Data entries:
::::::

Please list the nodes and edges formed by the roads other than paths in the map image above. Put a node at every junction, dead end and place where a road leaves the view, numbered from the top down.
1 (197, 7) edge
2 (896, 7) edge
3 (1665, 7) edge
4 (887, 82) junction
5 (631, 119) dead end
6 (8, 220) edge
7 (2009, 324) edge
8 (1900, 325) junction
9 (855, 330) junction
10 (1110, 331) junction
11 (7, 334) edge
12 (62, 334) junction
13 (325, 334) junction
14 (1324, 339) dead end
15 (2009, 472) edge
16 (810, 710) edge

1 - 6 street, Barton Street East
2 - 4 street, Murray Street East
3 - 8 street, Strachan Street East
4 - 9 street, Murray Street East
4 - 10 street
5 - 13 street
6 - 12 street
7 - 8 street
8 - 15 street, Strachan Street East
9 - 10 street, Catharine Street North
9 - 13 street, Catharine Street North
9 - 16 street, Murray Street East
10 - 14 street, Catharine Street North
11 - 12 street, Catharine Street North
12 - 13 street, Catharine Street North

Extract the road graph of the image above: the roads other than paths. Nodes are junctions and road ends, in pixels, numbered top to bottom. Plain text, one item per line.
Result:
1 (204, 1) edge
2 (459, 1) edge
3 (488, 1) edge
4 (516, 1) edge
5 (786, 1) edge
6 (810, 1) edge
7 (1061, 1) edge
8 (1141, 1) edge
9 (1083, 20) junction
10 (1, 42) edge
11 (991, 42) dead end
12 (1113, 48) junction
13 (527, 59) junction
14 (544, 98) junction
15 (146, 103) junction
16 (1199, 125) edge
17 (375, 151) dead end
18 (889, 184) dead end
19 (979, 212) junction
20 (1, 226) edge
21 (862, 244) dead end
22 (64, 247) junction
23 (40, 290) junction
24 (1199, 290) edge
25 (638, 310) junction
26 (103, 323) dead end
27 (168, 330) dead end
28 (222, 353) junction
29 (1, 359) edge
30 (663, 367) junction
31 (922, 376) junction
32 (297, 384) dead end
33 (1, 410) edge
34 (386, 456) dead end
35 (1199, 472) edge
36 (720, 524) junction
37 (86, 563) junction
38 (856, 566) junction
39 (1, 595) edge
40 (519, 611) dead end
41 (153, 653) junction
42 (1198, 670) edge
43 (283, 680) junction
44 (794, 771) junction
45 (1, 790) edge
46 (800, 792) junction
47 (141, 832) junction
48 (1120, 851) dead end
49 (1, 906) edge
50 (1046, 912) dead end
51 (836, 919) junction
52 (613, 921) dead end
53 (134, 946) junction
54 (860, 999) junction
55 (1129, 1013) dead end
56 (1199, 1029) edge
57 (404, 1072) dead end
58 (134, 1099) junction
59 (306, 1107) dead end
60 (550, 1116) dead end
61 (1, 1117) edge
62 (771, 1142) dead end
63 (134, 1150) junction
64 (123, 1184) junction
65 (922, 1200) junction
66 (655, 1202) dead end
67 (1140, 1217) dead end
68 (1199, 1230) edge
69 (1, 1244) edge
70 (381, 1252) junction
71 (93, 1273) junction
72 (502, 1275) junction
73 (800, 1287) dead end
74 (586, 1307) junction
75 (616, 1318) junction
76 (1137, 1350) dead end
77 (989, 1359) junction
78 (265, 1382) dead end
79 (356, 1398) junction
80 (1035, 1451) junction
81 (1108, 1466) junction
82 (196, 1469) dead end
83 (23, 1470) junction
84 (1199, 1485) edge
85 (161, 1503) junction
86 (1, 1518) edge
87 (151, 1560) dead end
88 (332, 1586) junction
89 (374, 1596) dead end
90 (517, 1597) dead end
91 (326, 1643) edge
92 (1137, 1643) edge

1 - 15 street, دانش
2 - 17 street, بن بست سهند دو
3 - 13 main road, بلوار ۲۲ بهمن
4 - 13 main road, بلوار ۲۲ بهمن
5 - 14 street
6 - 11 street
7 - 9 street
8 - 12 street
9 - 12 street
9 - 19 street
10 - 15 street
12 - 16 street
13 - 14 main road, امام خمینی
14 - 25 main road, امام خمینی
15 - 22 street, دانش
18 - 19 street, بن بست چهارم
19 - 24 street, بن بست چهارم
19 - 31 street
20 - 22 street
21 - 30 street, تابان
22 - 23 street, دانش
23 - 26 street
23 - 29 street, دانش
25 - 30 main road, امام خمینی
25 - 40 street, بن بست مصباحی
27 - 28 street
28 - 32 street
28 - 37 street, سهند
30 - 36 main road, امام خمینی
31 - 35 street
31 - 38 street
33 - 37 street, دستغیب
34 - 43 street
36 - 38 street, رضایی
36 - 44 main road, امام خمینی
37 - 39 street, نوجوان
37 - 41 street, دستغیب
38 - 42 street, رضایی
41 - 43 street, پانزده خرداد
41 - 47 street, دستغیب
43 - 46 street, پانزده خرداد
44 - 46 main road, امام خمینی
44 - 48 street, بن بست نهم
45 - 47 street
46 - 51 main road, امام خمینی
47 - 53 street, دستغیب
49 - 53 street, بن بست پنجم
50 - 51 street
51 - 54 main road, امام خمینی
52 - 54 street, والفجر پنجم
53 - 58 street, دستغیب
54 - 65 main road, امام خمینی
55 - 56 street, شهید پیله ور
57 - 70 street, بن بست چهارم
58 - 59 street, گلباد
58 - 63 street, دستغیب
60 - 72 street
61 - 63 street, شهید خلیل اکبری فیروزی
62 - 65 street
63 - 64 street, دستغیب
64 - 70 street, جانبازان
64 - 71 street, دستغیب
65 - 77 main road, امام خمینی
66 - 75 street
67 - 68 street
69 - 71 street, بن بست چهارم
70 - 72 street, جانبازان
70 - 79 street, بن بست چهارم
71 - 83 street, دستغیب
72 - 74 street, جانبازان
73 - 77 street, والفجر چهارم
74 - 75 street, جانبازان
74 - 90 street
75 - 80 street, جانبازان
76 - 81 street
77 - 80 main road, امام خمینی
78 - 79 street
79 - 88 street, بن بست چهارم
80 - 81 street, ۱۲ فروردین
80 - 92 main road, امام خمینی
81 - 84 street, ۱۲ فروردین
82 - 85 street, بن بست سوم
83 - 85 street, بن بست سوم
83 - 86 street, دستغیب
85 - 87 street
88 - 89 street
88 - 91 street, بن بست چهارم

::::::

### TASK BRIEF
Search the data above for lines holding "numbered" and copy each of them.

### TASK RESULT
Please list the nodes and edges formed by the roads other than paths in the map image above. Put a node at every junction, dead end and place where a road leaves the view, numbered from the top down.
Extract the road graph of the image above: the roads other than paths. Nodes are junctions and road ends, in pixels, numbered top to bottom. Plain text, one item per line.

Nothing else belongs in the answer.